Extracted information:
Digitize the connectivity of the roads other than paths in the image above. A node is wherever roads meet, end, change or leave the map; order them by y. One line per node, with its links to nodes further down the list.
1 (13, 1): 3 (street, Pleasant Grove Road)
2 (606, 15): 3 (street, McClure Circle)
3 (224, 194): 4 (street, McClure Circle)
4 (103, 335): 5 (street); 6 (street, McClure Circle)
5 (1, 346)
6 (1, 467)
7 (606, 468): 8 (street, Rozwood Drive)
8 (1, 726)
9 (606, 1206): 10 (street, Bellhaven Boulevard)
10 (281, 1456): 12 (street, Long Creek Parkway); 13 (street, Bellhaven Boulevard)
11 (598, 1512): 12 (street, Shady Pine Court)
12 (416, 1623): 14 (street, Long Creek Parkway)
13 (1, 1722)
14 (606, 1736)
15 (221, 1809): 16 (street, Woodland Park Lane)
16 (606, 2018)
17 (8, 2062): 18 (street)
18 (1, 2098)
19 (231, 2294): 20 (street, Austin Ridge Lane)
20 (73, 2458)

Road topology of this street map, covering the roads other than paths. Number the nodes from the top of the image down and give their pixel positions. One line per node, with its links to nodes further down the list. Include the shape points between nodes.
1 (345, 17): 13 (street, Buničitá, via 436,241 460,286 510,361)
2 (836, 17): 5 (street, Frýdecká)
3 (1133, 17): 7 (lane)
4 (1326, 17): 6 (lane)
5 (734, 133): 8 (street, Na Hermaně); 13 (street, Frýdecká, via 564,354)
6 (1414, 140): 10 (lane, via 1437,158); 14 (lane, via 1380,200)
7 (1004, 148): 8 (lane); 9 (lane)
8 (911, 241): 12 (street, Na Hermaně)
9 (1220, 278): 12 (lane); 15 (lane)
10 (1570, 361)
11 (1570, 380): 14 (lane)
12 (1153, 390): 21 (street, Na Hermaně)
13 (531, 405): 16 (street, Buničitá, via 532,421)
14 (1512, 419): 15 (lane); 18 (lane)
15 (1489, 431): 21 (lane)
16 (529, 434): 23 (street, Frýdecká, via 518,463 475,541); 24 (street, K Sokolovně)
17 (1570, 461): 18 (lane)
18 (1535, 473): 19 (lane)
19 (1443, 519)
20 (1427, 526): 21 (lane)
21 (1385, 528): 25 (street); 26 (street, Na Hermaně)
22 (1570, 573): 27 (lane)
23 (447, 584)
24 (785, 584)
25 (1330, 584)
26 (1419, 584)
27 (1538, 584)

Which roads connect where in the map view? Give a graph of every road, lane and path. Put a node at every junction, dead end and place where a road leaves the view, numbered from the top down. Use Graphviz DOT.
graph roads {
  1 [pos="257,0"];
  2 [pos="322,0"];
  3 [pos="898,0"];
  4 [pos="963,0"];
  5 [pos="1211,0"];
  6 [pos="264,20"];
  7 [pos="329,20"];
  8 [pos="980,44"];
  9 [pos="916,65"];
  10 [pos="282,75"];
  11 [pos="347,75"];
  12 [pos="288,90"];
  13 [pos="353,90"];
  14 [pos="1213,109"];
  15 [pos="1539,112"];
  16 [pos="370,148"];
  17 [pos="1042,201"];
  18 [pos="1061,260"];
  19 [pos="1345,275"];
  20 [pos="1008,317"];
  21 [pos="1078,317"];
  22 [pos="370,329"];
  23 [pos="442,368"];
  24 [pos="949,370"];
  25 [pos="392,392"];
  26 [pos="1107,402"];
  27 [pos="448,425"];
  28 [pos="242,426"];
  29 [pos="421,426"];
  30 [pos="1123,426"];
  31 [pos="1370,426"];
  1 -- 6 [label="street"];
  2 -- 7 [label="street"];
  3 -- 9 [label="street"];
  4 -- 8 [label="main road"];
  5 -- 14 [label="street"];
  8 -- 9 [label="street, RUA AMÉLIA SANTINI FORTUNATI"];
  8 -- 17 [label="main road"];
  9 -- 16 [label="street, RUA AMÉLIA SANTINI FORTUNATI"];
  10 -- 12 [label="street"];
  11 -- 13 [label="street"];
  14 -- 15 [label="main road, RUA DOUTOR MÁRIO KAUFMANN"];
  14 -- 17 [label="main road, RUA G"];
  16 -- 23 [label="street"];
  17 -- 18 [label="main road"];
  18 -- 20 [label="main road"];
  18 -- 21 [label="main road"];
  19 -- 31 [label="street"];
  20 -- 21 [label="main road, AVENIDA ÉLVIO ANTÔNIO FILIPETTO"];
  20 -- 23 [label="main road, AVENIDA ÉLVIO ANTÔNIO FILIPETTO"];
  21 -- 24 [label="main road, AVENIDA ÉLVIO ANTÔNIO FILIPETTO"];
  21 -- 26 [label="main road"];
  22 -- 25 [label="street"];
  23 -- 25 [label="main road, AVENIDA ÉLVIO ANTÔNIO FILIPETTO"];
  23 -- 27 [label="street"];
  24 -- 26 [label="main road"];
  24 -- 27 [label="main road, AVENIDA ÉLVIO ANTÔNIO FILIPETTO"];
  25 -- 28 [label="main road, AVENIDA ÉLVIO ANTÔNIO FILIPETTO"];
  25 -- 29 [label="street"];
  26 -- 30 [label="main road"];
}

Work order: Transcribe the entries above so that nothing in them differs from the original.

Problem solution:
Digitize the connectivity of the roads other than paths in the image above. A node is wherever roads meet, end, change or leave the map; order them by y. One line per node, with its links to nodes further down the list.
1 (13, 1): 3 (street, Pleasant Grove Road)
2 (606, 15): 3 (street, McClure Circle)
3 (224, 194): 4 (street, McClure Circle)
4 (103, 335): 5 (street); 6 (street, McClure Circle)
5 (1, 346)
6 (1, 467)
7 (606, 468): 8 (street, Rozwood Drive)
8 (1, 726)
9 (606, 1206): 10 (street, Bellhaven Boulevard)
10 (281, 1456): 12 (street, Long Creek Parkway); 13 (street, Bellhaven Boulevard)
11 (598, 1512): 12 (street, Shady Pine Court)
12 (416, 1623): 14 (street, Long Creek Parkway)
13 (1, 1722)
14 (606, 1736)
15 (221, 1809): 16 (street, Woodland Park Lane)
16 (606, 2018)
17 (8, 2062): 18 (street)
18 (1, 2098)
19 (231, 2294): 20 (street, Austin Ridge Lane)
20 (73, 2458)

Road topology of this street map, covering the roads other than paths. Number the nodes from the top of the image down and give their pixel positions. One line per node, with its links to nodes further down the list. Include the shape points between nodes.
1 (345, 17): 13 (street, Buničitá, via 436,241 460,286 510,361)
2 (836, 17): 5 (street, Frýdecká)
3 (1133, 17): 7 (lane)
4 (1326, 17): 6 (lane)
5 (734, 133): 8 (street, Na Hermaně); 13 (street, Frýdecká, via 564,354)
6 (1414, 140): 10 (lane, via 1437,158); 14 (lane, via 1380,200)
7 (1004, 148): 8 (lane); 9 (lane)
8 (911, 241): 12 (street, Na Hermaně)
9 (1220, 278): 12 (lane); 15 (lane)
10 (1570, 361)
11 (1570, 380): 14 (lane)
12 (1153, 390): 21 (street, Na Hermaně)
13 (531, 405): 16 (street, Buničitá, via 532,421)
14 (1512, 419): 15 (lane); 18 (lane)
15 (1489, 431): 21 (lane)
16 (529, 434): 23 (street, Frýdecká, via 518,463 475,541); 24 (street, K Sokolovně)
17 (1570, 461): 18 (lane)
18 (1535, 473): 19 (lane)
19 (1443, 519)
20 (1427, 526): 21 (lane)
21 (1385, 528): 25 (street); 26 (street, Na Hermaně)
22 (1570, 573): 27 (lane)
23 (447, 584)
24 (785, 584)
25 (1330, 584)
26 (1419, 584)
27 (1538, 584)

Which roads connect where in the map view? Give a graph of every road, lane and path. Put a node at every junction, dead end and place where a road leaves the view, numbered from the top down. Use Graphviz DOT.
graph roads {
  1 [pos="257,0"];
  2 [pos="322,0"];
  3 [pos="898,0"];
  4 [pos="963,0"];
  5 [pos="1211,0"];
  6 [pos="264,20"];
  7 [pos="329,20"];
  8 [pos="980,44"];
  9 [pos="916,65"];
  10 [pos="282,75"];
  11 [pos="347,75"];
  12 [pos="288,90"];
  13 [pos="353,90"];
  14 [pos="1213,109"];
  15 [pos="1539,112"];
  16 [pos="370,148"];
  17 [pos="1042,201"];
  18 [pos="1061,260"];
  19 [pos="1345,275"];
  20 [pos="1008,317"];
  21 [pos="1078,317"];
  22 [pos="370,329"];
  23 [pos="442,368"];
  24 [pos="949,370"];
  25 [pos="392,392"];
  26 [pos="1107,402"];
  27 [pos="448,425"];
  28 [pos="242,426"];
  29 [pos="421,426"];
  30 [pos="1123,426"];
  31 [pos="1370,426"];
  1 -- 6 [label="street"];
  2 -- 7 [label="street"];
  3 -- 9 [label="street"];
  4 -- 8 [label="main road"];
  5 -- 14 [label="street"];
  8 -- 9 [label="street, RUA AMÉLIA SANTINI FORTUNATI"];
  8 -- 17 [label="main road"];
  9 -- 16 [label="street, RUA AMÉLIA SANTINI FORTUNATI"];
  10 -- 12 [label="street"];
  11 -- 13 [label="street"];
  14 -- 15 [label="main road, RUA DOUTOR MÁRIO KAUFMANN"];
  14 -- 17 [label="main road, RUA G"];
  16 -- 23 [label="street"];
  17 -- 18 [label="main road"];
  18 -- 20 [label="main road"];
  18 -- 21 [label="main road"];
  19 -- 31 [label="street"];
  20 -- 21 [label="main road, AVENIDA ÉLVIO ANTÔNIO FILIPETTO"];
  20 -- 23 [label="main road, AVENIDA ÉLVIO ANTÔNIO FILIPETTO"];
  21 -- 24 [label="main road, AVENIDA ÉLVIO ANTÔNIO FILIPETTO"];
  21 -- 26 [label="main road"];
  22 -- 25 [label="street"];
  23 -- 25 [label="main road, AVENIDA ÉLVIO ANTÔNIO FILIPETTO"];
  23 -- 27 [label="street"];
  24 -- 26 [label="main road"];
  24 -- 27 [label="main road, AVENIDA ÉLVIO ANTÔNIO FILIPETTO"];
  25 -- 28 [label="main road, AVENIDA ÉLVIO ANTÔNIO FILIPETTO"];
  25 -- 29 [label="street"];
  26 -- 30 [label="main road"];
}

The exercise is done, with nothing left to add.